## To do
From the line containing "index mcp: (440, 264)" to the last line of the listing below, repeat every line exactly, and output nothing else.
■ ■ ■ ■
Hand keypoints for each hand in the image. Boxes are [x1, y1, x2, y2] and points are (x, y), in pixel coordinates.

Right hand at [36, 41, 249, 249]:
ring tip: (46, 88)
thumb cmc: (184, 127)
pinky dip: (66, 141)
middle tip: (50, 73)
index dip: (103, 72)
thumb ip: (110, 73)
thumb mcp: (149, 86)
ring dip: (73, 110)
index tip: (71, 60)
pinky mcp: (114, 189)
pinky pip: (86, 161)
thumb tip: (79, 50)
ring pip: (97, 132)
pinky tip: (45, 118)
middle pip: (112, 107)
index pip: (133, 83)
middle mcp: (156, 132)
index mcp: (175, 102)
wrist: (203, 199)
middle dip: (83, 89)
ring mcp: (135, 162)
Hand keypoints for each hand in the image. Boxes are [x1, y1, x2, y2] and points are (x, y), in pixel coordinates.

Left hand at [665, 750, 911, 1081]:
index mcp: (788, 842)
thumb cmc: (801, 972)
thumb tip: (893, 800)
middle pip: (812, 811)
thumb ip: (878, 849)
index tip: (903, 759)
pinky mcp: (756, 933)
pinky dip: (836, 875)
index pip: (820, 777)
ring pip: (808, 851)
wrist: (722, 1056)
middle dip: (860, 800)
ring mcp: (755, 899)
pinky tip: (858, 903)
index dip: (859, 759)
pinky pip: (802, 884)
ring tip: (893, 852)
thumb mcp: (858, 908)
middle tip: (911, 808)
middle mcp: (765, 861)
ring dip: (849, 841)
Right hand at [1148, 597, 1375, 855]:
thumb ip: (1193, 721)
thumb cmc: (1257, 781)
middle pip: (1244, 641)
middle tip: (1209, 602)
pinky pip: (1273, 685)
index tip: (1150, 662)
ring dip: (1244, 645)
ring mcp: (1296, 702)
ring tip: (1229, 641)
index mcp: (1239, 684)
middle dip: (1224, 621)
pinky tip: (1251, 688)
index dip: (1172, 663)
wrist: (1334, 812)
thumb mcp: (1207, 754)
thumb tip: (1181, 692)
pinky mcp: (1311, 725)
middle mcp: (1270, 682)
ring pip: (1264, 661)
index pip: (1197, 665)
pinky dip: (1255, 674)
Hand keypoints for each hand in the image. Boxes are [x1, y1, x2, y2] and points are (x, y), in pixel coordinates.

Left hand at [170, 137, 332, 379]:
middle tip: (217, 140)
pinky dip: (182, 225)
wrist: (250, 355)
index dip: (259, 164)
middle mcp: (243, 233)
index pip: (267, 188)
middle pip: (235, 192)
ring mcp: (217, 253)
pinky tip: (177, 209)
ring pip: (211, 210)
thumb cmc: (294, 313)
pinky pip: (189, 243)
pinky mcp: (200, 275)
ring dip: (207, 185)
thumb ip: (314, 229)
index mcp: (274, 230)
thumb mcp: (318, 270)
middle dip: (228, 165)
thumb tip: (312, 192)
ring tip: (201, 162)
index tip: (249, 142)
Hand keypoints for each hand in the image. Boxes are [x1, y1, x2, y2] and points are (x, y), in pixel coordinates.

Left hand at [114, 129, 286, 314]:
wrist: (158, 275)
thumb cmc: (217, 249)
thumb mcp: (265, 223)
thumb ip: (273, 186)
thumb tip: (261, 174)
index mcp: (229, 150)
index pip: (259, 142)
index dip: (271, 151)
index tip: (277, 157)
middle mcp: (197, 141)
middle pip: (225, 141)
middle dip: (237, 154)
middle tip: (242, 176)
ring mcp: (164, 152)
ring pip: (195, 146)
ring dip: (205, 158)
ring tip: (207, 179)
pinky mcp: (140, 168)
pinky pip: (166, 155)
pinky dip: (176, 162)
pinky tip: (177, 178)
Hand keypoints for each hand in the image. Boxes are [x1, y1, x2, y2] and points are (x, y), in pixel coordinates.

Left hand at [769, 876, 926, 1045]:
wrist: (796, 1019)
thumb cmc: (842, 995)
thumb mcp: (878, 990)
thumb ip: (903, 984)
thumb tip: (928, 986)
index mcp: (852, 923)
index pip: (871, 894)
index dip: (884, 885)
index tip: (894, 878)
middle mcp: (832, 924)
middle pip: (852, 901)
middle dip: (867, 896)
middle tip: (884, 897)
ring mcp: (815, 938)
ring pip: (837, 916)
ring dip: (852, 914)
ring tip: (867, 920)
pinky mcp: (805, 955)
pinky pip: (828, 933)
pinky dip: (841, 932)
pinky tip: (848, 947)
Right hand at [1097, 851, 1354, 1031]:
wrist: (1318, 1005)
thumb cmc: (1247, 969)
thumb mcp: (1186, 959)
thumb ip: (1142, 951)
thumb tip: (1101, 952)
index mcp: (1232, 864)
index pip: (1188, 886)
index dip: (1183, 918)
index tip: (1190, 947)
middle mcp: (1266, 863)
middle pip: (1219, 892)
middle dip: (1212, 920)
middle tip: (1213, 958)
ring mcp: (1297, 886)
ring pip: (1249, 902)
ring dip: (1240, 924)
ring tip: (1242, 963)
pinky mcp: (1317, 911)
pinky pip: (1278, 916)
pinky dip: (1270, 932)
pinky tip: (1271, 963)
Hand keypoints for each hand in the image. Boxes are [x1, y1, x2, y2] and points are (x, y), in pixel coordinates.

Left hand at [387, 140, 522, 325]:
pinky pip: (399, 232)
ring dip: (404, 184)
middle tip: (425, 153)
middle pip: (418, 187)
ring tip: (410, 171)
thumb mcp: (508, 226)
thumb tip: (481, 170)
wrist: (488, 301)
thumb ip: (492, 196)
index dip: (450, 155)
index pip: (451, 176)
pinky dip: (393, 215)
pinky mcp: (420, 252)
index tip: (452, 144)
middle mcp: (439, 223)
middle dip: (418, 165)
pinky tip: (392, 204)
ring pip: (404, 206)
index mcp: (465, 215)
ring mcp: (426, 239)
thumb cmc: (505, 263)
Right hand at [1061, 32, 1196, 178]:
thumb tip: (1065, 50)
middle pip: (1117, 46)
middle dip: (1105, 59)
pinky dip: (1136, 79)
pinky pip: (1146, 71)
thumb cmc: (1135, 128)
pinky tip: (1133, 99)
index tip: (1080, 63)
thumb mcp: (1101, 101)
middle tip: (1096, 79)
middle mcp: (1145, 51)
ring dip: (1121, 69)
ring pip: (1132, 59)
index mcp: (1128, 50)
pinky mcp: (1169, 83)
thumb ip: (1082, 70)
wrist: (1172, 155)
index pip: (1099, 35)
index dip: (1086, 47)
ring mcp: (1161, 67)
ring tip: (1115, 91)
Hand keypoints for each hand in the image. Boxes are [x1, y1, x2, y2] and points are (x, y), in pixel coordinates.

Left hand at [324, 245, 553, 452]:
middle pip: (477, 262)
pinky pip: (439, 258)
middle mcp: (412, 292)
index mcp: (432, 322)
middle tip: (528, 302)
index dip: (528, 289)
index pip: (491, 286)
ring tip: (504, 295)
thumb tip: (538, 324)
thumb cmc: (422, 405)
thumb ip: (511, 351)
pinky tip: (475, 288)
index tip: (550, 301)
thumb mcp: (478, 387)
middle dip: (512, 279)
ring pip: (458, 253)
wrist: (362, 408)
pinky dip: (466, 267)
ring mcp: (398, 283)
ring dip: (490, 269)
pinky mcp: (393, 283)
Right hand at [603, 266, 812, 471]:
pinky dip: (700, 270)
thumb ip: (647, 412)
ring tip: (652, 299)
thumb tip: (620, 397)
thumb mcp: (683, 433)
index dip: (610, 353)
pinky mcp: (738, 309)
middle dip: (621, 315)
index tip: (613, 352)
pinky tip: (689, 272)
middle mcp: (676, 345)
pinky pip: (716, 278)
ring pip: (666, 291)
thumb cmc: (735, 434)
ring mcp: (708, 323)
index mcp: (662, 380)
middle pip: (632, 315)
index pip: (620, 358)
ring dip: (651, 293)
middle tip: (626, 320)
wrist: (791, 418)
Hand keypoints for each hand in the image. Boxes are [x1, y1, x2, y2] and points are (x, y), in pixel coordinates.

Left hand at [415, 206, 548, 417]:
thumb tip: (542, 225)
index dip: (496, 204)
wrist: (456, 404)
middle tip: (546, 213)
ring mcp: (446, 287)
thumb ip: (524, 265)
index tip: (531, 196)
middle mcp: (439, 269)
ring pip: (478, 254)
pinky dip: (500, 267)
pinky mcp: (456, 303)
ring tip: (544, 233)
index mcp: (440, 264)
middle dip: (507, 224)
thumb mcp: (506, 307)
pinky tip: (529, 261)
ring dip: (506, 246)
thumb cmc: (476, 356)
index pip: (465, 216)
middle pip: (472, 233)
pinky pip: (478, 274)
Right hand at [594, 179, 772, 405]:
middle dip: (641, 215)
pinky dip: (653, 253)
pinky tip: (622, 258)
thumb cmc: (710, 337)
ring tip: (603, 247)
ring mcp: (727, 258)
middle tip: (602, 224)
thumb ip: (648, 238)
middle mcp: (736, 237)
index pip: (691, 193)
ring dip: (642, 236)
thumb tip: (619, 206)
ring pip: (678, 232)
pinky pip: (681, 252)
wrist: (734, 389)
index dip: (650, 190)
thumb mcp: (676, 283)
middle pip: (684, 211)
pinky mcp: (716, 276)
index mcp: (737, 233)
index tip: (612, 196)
■ ■ ■ ■
## Answer section
index mcp: (440, 264)
middle dip: (507, 224)
thumb mcp: (506, 307)
pinky tip: (529, 261)
ring dip: (506, 246)
thumb cmc: (476, 356)
index pip: (465, 216)
middle pip: (472, 233)
pinky pip: (478, 274)
Right hand at [594, 179, 772, 405]:
middle dip: (641, 215)
pinky dip: (653, 253)
pinky tip: (622, 258)
thumb cmc: (710, 337)
ring tip: (603, 247)
ring mcp: (727, 258)
middle tip: (602, 224)
thumb ip: (648, 238)
middle mcp: (736, 237)
index pip: (691, 193)
ring dip: (642, 236)
thumb tip: (619, 206)
ring pip: (678, 232)
pinky pip: (681, 252)
wrist: (734, 389)
index dip: (650, 190)
thumb mcp: (676, 283)
middle pip: (684, 211)
pinky mcp: (716, 276)
index mcp: (737, 233)
index tip: (612, 196)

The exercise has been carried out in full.